- C'est pas vrai

Grégoire Polet

C'est pas vrai

29 juin 2011

Épisode 7 - Vandamme


Vandamme est le personnage tragique de cette histoire.
Les sources le concernant sont minces: son dossier de police, assez confus et opaque;  une émission de la VRT où l'on constate, interviews à l'appui, que ses descendants demeurent incrédules, malgré les aveux qu'il fit sur son lit de mort; et des lettres manifestement de sa main qu'on hésite cependant à lui attribuer parce qu'elles sont signées Germaine.
Il menait une double vie. La police le situe plus d'une fois dans l'entourage de la petite pègre gantoise, qui se concentrait à l'époque autour des 'woonboten', les péniches résidentielles, du quai saint-Joris. Les lettres, parfois tendres, qu'il signait Germaine, s'adressaient à une certaine Luce, qui était autant une femme que lui.
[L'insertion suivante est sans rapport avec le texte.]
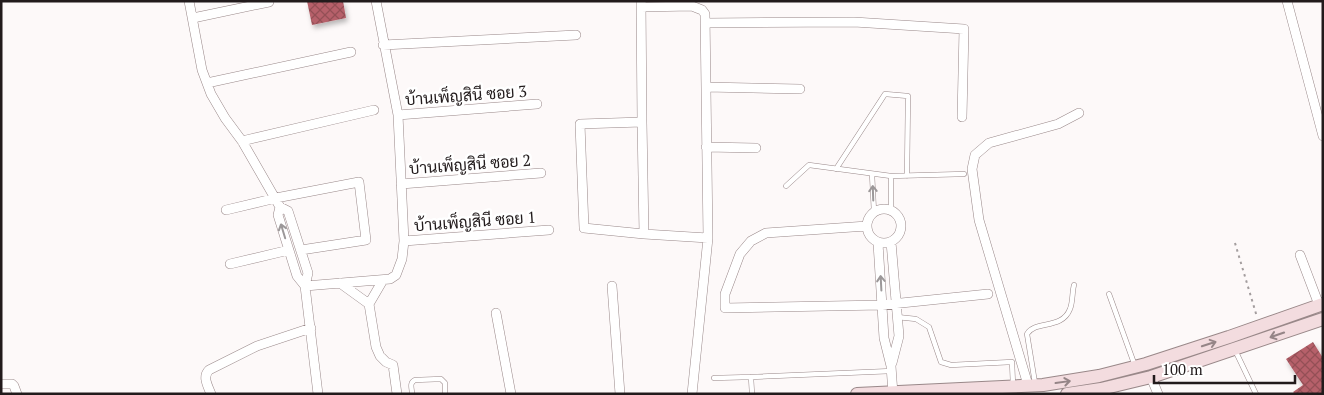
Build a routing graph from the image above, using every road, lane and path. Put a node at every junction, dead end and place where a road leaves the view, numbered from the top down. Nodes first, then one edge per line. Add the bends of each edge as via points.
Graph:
1 (189, 1) edge
2 (376, 1) edge
3 (1287, 1) edge
4 (269, 2) edge
5 (641, 4) edge
6 (238, 5) edge
7 (193, 18) junction
8 (705, 23) junction
9 (576, 35) dead end
10 (383, 45) junction
11 (351, 52) dead end
12 (207, 83) junction
13 (706, 87) junction
14 (800, 89) dead end
15 (537, 104) dead end
16 (374, 110) dead end
17 (1079, 113) dead end
18 (398, 115) junction
19 (962, 117) dead end
20 (642, 122) junction
21 (1323, 136) edge
22 (242, 141) junction
23 (706, 147) junction
24 (756, 148) dead end
25 (836, 169) junction
26 (542, 173) dead end
27 (872, 174) junction
28 (964, 174) dead end
29 (891, 176) junction
30 (907, 176) junction
31 (401, 184) junction
32 (786, 186) dead end
33 (278, 202) junction
34 (226, 210) dead end
35 (891, 211) junction
36 (874, 212) junction
37 (867, 226) junction
38 (549, 230) dead end
39 (644, 234) junction
40 (708, 238) junction
41 (404, 241) junction
42 (891, 242) junction
43 (878, 243) junction
44 (1235, 243) dead end
45 (289, 250) junction
46 (301, 250) junction
47 (1300, 255) dead end
48 (230, 264) dead end
49 (383, 280) junction
50 (340, 283) junction
51 (1074, 285) dead end
52 (305, 286) junction
53 (612, 286) dead end
54 (988, 294) dead end
55 (1109, 294) dead end
56 (896, 303) junction
57 (369, 304) junction
58 (882, 305) junction
59 (1321, 305) edge
60 (496, 313) dead end
61 (897, 317) junction
62 (1323, 319) edge
63 (1260, 327) junction
64 (311, 328) junction
65 (1232, 336) junction
66 (1236, 349) junction
67 (892, 368) junction
68 (1136, 368) junction
69 (751, 377) junction
70 (1151, 377) junction
71 (714, 378) dead end
72 (1, 384) edge
73 (1031, 385) junction
74 (1014, 386) junction
75 (893, 393) edge
76 (17, 394) edge
77 (211, 394) edge
78 (318, 394) edge
79 (397, 394) edge
80 (412, 394) edge
81 (445, 394) edge
82 (511, 394) edge
83 (620, 394) edge
84 (692, 394) edge
85 (752, 394) edge
86 (857, 394) edge
87 (1067, 394) edge
88 (1158, 394) edge
89 (1256, 394) edge

1 - 7 street
2 - 10 street
3 - 21 street
4 - 6 street
5 - 8 street via 697,7 702,10
5 - 20 street
6 - 7 street
7 - 12 street
8 - 13 street
8 - 19 street via 854,22 964,29
9 - 10 street
10 - 18 street
11 - 12 street
12 - 22 street via 217,106
13 - 14 street
13 - 23 street
15 - 18 street, บ้านเพ็ญสินี ซอย 3
16 - 22 street
17 - 73 street via 1058,124 989,143 974,156 972,170 979,220
18 - 31 street
20 - 39 street
20 - 39 street via 580,124 584,228
22 - 33 street
23 - 24 street
23 - 40 street
25 - 27 lane
25 - 30 lane via 884,94 908,96
25 - 32 lane via 809,165
26 - 31 street, บ้านเพ็ญสินี ซอย 2
27 - 29 lane
36 -> 27 lane
28 - 30 lane
29 - 30 lane
29 - 35 lane
31 - 41 street
33 - 34 street
45 -> 33 street via 278,215
33 - 46 street via 288,211
33 - 46 street via 358,182 366,240
35 - 36 street
35 - 42 street via 901,225 897,238
36 - 37 street
37 - 43 street via 868,233
37 - 58 street via 766,234 751,241 740,254 725,294 726,308
38 - 41 street, บ้านเพ็ญสินี ซอย 1
39 - 40 street
40 - 84 street
41 - 49 street via 396,275
42 - 43 street
42 - 56 street
58 -> 43 street
44 - 63 path
45 - 48 street
45 - 52 street via 297,276
46 - 52 street via 308,273
47 - 59 street
49 - 50 street
49 - 57 street
50 - 52 street
50 - 57 street
51 - 73 lane via 1070,309 1063,319 1029,331
52 - 64 street
53 - 83 street
54 - 56 street
55 - 68 lane
56 - 58 street
56 - 61 street
57 - 79 street via 376,347 380,356 393,365
58 - 67 street via 884,338
59 - 63 street
60 - 82 street
61 - 67 street via 899,336
61 - 74 lane via 916,319 929,327 941,362 951,365 1012,362
62 -> 66 street
63 - 65 street
64 - 77 street via 257,346 209,370 205,376
64 - 78 street
65 - 66 street
68 -> 65 street
66 - 70 street
66 - 89 lane
67 - 69 lane
67 - 75 street
73 -> 68 street
69 - 71 lane
69 - 85 lane
70 - 87 street
70 - 88 street
72 - 76 street via 12,384
73 - 74 street
74 - 75 street
75 - 86 street
80 - 81 lane via 412,381 441,379 445,383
Il s'agissait vraisemblablement de Luc Noteboom, un truand, cambrioleur notoire, entôlé de décembre 1929 à février 34 à la 'Nieuwe Wandeling', la prison de Gand, et qu'une photographie anthropométrique montre, avec un regard droit et perforant, des yeux en amande presque bridés, des favoris tombant en pointe sous les mâchoires et des sourcils montants, beau comme un lynx.
Plus généralement, Vandamme était un homme honorable et discret, agent de change, aquarelliste le dimanche après-midi, un peu mélomane et un peu esthète, membre du Katholische Kring, chantre à la paroisse Sint-Gillis-Binnen de Dendermonde et trésorier de la fabrique d'église. La dernière photo qu'on ait de lui, où on le voit un camélia à la boutonnière, un peu joufflu, des petits yeux timides derrière des lunettes en œuf, un cigarillo dans la main, un verre dans l'autre, souriant, fut prise au mariage de son fils, le 15 avril, moins de trois jours après le vol.
Des lettres que Germaine écrivit à Luce je n'extrais qu'une phrase, qui vaut poème:
'Gij zijt wie ik echt ben, Luce, en gij zijt mijne jeugd.'
Je mets ma main au feu que le million demandé par Vandamme n'était pas pour lui-même, mais pour Luce, qui venait de sortir de prison et à qui il voulait peut-être offrir quelque chose comme une vie. Je mets aussi ma main au feu que le complice sans lequel il n'eut jamais été dans les moyens de Vandamme de s'emparer des Van Eyck, n'est autre que Noteboom.
Trois faits alors s'enchaînent. 1° En juillet, l'Evêché cesse de répondre à D.U.A. 2° En août, Noteboom s'embarque pour le Congo. 3° En décembre, Vandamme décède d'une thrombophlébite, un autre mot pour chagrin.
Sur son lit de mort il demande du papier et note, d'une main tremblante: 'J'ai volé l'agneau mystique, nous étions deux, dissimulés dans les chairs de vérité [sic].'
Soi-disant cet aveu vint parce que, bon catholique, Vandamme voulait mourir la conscience en paix. Je pense quant à moi qu'il s'agissait plutôt d'un vœu que d'un aveu, dans l'espoir qu'on en parle dans la presse et que la nouvelle de sa mort soit colportée jusqu'au Congo. Vœu accompli, d'ailleurs, puisque les journaux nationaux en firent leurs gros titres et reproduisirent ponctuellement la phrase écrite par Vandamme. Faute d'orthographe comprise, si c'en était une. Si Noteboom avait un cœur, il dut s'émouvoir.
Beeckers n'avait pas tort de comparer Vandamme pour moitié à Arsène Lupin, pour moitié à Emma Bovary.